高级检索+

基于SHAP特征优选和GA-RF的冬小麦早期种植分布精准提取

Accurate early-season extraction of winter wheat distribution based on SHAP feature selection and GA-RF

  • 摘要: 冬小麦是主要的粮食作物,早期精准提取其种植面积和空间分布信息对农业政策制定和产量预测具有重要意义。然而,当前研究主要采用某个生育期或全生育期的遥感影像进行冬小麦种植分布提取,早期种植分布提取的研究较为薄弱。为实现冬小麦早期精准识别,该研究提出了一种基于沙普利可加性解释(shapley additive explanations, SHAP)特征优选和遗传算法(genetic algorithm, GA)优化随机森林(random forest, RF)超参数的冬小麦早期精准提取方法。

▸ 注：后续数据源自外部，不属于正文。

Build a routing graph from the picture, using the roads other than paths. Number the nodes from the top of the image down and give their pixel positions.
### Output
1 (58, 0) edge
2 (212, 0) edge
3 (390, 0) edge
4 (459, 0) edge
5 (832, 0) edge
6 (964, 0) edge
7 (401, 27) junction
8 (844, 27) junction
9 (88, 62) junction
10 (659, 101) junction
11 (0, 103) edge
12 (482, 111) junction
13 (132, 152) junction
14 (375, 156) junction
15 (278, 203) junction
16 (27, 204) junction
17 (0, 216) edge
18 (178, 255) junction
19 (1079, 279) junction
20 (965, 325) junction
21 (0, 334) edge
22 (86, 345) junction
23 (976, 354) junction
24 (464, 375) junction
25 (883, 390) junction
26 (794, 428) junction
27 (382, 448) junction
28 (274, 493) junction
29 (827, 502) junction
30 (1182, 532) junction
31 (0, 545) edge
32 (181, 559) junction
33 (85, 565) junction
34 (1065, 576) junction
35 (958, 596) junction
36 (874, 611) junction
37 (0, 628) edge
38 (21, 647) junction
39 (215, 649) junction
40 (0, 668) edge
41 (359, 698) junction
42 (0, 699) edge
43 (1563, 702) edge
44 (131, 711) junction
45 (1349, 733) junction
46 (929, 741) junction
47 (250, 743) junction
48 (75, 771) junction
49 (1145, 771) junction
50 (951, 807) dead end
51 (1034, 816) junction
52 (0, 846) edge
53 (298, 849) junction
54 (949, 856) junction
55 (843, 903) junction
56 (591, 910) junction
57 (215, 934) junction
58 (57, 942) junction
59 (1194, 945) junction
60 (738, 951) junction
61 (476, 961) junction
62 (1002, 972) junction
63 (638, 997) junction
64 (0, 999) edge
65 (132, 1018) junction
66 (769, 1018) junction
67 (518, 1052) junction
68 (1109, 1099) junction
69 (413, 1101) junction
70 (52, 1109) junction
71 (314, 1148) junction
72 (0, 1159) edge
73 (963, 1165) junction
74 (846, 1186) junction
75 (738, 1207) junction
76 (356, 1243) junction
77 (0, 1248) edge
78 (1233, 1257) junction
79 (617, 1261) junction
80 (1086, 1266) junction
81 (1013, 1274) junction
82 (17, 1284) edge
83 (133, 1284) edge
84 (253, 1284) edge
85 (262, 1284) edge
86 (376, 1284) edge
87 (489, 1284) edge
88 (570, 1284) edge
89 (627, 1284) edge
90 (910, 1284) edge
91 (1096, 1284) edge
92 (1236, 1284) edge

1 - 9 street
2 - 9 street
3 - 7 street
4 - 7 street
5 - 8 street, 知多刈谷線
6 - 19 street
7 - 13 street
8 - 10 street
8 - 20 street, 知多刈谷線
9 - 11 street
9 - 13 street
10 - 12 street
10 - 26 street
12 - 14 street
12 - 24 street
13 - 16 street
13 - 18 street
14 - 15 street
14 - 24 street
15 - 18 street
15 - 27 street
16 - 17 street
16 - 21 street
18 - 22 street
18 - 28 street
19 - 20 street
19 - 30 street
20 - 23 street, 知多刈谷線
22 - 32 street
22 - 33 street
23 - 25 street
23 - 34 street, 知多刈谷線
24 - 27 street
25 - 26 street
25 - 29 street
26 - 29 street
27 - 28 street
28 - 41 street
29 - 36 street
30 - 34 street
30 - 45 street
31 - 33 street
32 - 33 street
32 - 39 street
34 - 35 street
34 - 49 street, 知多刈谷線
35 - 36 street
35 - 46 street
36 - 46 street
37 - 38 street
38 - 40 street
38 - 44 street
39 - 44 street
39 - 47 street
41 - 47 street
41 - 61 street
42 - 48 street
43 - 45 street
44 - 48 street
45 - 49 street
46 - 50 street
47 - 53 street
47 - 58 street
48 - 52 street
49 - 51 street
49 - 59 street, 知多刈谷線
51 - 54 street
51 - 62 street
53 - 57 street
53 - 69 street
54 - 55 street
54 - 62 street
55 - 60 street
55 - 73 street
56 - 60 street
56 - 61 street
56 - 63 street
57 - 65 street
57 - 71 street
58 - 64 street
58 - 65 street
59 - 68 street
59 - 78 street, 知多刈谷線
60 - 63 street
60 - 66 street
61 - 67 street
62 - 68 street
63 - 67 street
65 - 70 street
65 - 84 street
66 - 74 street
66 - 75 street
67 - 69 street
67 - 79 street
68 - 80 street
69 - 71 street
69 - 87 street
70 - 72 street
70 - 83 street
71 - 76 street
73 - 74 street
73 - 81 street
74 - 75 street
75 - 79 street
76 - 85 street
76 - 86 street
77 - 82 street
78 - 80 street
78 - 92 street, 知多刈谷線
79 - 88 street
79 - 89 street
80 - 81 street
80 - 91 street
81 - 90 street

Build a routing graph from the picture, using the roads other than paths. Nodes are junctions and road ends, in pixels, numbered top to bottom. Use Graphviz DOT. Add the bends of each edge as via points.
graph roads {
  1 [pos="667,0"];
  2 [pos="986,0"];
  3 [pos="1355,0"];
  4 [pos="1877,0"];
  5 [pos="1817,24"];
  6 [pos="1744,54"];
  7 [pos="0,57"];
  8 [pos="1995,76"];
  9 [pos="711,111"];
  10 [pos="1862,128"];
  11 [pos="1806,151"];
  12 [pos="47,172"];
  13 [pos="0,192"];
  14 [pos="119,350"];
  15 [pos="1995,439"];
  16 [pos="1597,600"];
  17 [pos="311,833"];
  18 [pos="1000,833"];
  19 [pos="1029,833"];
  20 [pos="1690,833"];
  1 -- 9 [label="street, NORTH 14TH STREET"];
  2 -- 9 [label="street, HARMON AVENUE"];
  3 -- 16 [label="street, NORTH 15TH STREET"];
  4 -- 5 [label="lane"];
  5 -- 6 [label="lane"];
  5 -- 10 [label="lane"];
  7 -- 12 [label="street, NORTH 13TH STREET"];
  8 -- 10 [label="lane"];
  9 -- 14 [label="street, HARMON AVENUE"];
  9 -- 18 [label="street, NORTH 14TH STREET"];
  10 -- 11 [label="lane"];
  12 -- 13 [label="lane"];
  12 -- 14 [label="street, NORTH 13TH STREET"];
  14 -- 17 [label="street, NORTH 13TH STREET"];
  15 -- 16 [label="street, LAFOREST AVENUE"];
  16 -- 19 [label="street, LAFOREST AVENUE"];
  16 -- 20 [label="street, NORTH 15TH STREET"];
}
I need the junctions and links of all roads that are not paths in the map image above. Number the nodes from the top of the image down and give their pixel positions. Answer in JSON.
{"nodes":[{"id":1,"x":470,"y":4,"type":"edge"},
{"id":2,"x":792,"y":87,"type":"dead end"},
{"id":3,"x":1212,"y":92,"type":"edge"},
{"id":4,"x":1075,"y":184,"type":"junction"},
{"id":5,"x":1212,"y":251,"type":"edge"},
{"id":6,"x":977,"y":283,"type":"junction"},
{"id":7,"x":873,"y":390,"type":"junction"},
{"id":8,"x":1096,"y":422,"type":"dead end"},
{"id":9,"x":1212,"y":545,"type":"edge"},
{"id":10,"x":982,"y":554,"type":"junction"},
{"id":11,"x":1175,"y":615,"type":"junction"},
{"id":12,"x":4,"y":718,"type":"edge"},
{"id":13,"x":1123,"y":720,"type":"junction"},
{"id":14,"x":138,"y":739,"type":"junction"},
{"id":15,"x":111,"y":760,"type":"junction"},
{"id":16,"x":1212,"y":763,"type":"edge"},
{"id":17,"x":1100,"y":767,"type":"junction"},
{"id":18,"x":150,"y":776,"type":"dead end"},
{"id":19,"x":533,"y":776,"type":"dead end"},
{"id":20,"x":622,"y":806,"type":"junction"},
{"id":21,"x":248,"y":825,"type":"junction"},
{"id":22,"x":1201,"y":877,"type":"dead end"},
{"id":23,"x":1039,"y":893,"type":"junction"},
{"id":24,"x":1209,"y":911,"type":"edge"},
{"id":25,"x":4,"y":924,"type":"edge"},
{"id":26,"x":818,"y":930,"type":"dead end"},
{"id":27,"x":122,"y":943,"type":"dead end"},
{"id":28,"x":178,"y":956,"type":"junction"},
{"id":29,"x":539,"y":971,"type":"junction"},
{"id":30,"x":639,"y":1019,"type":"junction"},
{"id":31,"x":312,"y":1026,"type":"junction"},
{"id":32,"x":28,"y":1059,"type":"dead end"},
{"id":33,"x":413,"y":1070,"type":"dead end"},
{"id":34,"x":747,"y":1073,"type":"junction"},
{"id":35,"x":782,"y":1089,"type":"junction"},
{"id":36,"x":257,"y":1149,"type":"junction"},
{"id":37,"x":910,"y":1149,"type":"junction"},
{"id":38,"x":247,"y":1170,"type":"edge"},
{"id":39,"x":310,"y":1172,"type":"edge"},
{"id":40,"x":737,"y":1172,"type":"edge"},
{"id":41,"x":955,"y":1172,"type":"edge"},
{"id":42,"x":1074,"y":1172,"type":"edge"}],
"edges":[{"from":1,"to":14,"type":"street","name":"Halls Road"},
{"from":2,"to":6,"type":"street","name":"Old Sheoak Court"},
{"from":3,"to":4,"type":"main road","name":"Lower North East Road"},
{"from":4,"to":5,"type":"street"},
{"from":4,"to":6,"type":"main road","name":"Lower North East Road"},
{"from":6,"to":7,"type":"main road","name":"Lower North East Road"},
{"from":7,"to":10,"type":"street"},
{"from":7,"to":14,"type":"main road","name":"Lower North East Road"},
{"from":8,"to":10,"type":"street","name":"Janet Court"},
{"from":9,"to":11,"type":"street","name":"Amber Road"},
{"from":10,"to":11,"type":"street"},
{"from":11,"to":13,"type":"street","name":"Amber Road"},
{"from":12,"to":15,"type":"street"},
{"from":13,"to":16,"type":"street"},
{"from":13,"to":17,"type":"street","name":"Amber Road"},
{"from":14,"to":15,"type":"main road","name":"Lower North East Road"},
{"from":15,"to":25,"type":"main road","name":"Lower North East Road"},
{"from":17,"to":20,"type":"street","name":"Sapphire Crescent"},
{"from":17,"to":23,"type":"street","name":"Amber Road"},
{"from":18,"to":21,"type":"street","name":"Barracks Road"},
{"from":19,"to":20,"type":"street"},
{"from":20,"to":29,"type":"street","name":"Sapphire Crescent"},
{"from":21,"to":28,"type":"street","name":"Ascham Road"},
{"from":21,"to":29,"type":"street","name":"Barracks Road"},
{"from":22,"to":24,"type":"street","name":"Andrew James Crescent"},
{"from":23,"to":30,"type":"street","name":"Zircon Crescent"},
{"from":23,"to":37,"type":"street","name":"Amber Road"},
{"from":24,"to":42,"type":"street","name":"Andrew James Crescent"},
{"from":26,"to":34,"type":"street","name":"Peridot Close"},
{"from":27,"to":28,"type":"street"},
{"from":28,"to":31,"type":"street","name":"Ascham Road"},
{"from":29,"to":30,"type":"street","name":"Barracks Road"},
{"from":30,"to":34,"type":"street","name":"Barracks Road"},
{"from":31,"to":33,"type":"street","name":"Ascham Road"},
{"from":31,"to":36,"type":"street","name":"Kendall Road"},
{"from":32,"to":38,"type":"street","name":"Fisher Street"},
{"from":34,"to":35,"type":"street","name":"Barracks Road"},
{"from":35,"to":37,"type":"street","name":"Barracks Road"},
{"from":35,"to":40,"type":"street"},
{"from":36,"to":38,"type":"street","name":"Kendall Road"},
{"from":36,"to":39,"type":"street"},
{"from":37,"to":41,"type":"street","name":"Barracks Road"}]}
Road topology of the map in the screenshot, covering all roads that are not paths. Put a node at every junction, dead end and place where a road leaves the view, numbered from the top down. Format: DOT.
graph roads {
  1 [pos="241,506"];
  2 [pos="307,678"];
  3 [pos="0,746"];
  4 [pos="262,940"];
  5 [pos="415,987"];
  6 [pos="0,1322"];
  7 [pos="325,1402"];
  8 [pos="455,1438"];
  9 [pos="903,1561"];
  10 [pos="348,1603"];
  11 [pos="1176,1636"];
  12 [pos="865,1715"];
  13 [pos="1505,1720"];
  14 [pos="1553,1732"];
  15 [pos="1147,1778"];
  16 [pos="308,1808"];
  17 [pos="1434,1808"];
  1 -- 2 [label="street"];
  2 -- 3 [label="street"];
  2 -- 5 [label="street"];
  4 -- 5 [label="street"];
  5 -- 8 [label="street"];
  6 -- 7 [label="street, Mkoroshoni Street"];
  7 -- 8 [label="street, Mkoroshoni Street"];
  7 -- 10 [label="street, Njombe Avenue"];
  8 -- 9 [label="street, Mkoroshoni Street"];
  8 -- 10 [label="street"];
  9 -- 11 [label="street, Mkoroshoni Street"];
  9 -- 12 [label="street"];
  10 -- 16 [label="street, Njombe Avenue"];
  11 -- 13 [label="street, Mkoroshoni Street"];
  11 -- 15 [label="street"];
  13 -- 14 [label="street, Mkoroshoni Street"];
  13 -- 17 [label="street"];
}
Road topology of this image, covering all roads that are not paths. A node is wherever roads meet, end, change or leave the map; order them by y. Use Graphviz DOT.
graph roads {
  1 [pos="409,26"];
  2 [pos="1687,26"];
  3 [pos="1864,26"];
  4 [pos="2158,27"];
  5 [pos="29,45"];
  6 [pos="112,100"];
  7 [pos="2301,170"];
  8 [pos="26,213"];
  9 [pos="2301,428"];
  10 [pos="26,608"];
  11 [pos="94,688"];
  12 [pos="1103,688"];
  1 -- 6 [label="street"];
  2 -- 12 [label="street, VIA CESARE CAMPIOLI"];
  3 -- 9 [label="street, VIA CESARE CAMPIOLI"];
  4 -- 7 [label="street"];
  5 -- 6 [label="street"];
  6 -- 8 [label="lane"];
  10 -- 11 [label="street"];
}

以焦作市为研究区,利用2021年Landsat-8、Sentinel-1和Sentinel-2多源遥感数据,基于冬小麦的典型生育期将其划分为8个时间阶段,分析不同阶段的冬小麦识别精度,并确定最早可提取的时间节点。结果表明:(1)与随机森林算法相比,优化后的算法在多个阶段(苗期、分蘖期、越冬期、拔节期、收获期)的分类精度明显提升,增幅为0.92~3.02个百分点;(2)阶段1(苗期)的分类精度达92.41%,与官方统计面积的相对误差为16.69%,提取面积与统计面积的线性回归决定系数( R^2 )为0.907;阶段2(分蘖期)的分类精度提升至96.51%,相对误差降至8.81%, 提取面积与统计面积的线性回归决定系数( R^2 )提高至0.955;(3)对比早期(阶段1、阶段2)和最佳阶段(阶段5,拔节期)的分类精度以及空间分布发现,冬小麦最早可在11月下旬(收获前约7个月)初步识别其空间分布框架,在12月下旬(收获前约6个月)可获取较为精确的空间分布和面积。(4)河南省其余17个市的独立验证精度均超过92%,提取面积与统计面积的线性回归决定系数( R^2 )为0.973,证明了该模型的高可靠性和空间泛化能力。所提方法提升了冬小麦早期识别的时效性,促进主动决策和资源配置,为产量估算、病虫害预警和减灾等快速响应提供依据。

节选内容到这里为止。